▶ _LISTED ENTRIES_:
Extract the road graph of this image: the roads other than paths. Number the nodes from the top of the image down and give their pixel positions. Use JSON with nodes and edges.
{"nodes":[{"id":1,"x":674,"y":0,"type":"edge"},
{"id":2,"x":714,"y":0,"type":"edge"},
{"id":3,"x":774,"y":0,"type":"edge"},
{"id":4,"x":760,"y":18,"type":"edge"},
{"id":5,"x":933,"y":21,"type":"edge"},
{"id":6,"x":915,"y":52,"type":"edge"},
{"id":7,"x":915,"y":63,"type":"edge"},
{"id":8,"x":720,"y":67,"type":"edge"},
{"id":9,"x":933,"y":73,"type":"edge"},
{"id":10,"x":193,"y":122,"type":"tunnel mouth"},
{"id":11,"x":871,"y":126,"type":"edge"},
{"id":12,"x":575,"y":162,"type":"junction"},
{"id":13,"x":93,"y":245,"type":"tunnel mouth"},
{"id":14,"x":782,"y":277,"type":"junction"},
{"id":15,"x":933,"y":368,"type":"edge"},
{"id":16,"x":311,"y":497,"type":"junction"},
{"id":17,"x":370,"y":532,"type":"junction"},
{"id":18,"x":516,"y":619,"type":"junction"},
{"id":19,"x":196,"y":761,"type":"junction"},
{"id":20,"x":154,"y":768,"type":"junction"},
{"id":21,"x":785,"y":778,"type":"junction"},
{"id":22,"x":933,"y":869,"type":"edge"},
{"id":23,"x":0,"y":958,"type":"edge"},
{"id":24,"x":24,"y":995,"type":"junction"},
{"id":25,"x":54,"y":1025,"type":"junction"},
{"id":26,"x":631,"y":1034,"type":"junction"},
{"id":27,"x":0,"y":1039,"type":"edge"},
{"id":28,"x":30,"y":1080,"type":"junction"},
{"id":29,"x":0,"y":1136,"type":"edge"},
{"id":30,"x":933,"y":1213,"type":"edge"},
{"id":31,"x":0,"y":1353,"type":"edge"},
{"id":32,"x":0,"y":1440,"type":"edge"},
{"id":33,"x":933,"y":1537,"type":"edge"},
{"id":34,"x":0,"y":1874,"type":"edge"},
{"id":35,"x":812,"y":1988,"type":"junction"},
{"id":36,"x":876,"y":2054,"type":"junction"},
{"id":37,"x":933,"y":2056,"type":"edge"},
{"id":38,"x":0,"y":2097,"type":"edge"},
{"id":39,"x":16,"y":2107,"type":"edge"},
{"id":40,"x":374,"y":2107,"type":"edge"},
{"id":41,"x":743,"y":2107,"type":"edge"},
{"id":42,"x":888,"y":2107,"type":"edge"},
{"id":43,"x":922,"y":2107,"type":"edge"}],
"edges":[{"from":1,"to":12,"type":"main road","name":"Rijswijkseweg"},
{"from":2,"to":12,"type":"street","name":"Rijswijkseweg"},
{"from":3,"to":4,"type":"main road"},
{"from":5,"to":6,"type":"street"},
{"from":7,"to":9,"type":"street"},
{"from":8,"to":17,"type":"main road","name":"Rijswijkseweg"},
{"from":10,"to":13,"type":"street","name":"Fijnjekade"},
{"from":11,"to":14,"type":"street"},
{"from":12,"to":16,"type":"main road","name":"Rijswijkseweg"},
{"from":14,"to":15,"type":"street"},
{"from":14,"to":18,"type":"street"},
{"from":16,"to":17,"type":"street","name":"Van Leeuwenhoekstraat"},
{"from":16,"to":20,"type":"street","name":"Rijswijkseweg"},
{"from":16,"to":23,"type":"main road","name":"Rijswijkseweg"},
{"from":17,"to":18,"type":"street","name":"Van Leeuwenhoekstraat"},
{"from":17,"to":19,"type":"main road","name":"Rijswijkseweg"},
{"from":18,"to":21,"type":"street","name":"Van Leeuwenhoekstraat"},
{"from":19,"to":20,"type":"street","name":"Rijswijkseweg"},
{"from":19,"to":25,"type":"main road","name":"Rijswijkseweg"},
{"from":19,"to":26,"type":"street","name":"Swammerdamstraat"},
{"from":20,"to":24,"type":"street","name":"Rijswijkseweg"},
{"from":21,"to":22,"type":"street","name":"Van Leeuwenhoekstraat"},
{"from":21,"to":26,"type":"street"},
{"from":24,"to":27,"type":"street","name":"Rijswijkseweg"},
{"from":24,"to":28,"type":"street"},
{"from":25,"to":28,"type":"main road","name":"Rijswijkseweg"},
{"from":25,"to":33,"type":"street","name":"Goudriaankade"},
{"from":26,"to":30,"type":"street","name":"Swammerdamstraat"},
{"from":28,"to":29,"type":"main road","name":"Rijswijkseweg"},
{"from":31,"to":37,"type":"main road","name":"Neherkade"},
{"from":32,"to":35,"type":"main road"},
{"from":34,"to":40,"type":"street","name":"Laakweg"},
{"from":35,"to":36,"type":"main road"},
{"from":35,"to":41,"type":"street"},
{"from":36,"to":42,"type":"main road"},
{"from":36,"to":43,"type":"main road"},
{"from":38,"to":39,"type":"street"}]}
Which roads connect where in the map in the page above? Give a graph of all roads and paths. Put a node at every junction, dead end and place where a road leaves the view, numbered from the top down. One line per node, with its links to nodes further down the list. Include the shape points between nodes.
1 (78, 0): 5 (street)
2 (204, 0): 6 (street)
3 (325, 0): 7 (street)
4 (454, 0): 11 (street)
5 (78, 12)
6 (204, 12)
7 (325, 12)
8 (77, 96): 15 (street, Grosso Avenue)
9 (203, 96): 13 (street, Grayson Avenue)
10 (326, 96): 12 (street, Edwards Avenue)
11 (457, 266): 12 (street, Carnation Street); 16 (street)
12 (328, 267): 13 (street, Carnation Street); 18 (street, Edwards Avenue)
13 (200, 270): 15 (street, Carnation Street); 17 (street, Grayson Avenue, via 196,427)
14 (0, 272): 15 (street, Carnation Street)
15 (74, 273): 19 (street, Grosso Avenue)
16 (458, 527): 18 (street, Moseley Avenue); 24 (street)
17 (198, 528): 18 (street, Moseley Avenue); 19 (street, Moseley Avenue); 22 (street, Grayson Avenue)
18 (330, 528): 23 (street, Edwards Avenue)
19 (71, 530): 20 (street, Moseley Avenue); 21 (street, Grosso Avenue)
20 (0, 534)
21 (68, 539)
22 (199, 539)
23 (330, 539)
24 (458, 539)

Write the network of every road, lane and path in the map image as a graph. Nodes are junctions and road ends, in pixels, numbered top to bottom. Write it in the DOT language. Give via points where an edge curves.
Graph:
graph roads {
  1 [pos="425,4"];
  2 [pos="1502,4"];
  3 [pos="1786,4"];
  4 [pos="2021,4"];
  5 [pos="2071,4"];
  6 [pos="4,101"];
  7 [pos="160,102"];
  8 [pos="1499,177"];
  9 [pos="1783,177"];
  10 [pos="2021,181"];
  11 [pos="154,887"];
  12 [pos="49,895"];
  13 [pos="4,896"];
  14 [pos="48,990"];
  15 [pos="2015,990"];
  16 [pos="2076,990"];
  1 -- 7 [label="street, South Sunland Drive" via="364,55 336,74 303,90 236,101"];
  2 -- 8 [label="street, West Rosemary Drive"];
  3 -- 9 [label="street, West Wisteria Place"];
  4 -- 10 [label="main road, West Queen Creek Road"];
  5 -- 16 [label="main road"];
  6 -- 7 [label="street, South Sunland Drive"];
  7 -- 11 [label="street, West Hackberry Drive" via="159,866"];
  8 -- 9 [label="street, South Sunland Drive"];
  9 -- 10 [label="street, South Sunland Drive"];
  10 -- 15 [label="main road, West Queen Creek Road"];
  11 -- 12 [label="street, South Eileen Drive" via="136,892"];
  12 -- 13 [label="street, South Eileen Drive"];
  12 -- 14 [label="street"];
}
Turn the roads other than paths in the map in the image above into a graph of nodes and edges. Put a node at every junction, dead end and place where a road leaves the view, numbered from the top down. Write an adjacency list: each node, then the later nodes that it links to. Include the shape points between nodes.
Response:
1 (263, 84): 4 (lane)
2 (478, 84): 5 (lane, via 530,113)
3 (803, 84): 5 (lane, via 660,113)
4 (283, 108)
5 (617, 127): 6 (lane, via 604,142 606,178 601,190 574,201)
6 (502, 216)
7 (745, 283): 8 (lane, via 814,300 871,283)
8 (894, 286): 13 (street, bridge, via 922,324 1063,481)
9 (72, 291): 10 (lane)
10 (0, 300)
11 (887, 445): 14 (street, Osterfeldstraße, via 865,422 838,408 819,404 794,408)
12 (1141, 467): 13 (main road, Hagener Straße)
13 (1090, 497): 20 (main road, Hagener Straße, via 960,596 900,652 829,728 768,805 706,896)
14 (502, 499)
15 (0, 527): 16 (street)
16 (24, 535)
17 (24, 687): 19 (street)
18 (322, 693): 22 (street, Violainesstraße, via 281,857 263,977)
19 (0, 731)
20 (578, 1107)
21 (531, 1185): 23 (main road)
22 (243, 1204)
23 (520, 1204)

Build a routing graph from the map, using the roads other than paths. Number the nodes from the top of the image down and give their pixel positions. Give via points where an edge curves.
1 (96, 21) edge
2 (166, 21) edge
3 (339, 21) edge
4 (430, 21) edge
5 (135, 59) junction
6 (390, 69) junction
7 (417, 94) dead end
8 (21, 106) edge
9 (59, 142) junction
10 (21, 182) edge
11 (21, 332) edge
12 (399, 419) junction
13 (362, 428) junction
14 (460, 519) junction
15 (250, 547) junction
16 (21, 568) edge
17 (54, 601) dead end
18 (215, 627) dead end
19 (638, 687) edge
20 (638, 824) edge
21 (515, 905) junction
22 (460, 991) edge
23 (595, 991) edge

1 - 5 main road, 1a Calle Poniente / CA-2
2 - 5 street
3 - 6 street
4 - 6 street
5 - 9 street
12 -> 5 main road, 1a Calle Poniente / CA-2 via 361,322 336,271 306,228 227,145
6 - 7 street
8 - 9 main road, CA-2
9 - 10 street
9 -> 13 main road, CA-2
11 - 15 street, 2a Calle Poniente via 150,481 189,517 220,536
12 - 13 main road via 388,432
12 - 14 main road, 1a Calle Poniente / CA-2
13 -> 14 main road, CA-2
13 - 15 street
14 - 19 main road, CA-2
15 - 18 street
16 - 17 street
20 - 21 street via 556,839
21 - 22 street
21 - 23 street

▶ _EXERCISE AIM_: For the word "Grosso", work out how many lines of the entries contain it, and state the number alone.

▶ _TASK OUTPUT_: 3